EXERCISE DESCRIPTION: Copy out all lines in the data below containing the string "thumb".

Images with keypoint coordinates
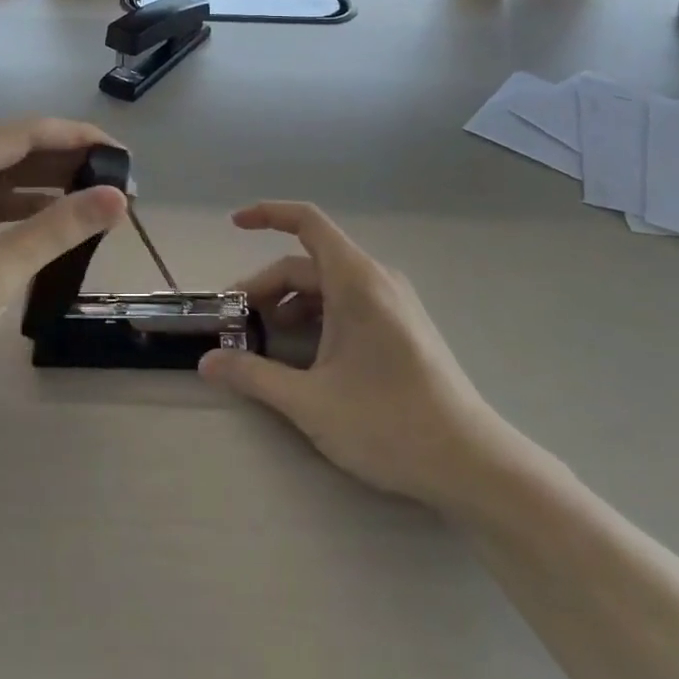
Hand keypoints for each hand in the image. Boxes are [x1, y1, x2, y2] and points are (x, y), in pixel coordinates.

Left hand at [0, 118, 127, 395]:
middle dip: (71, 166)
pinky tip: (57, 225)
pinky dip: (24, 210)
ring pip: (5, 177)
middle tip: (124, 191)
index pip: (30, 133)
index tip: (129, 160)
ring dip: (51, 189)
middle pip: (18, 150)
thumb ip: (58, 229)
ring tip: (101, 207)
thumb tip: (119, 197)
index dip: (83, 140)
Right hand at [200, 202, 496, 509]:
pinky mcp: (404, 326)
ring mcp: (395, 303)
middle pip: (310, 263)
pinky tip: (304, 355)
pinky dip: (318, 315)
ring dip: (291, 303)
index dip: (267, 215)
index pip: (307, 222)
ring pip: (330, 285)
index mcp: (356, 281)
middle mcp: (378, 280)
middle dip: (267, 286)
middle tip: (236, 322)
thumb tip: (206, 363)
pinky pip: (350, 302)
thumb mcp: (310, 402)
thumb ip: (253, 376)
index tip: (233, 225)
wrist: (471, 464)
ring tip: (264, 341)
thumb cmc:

EXPECTED ANSWER:
thumb ip: (58, 229)
thumb tip: (119, 197)
thumb tip: (206, 363)
thumb mcp: (310, 402)
thumb ip: (253, 376)
thumb cmc:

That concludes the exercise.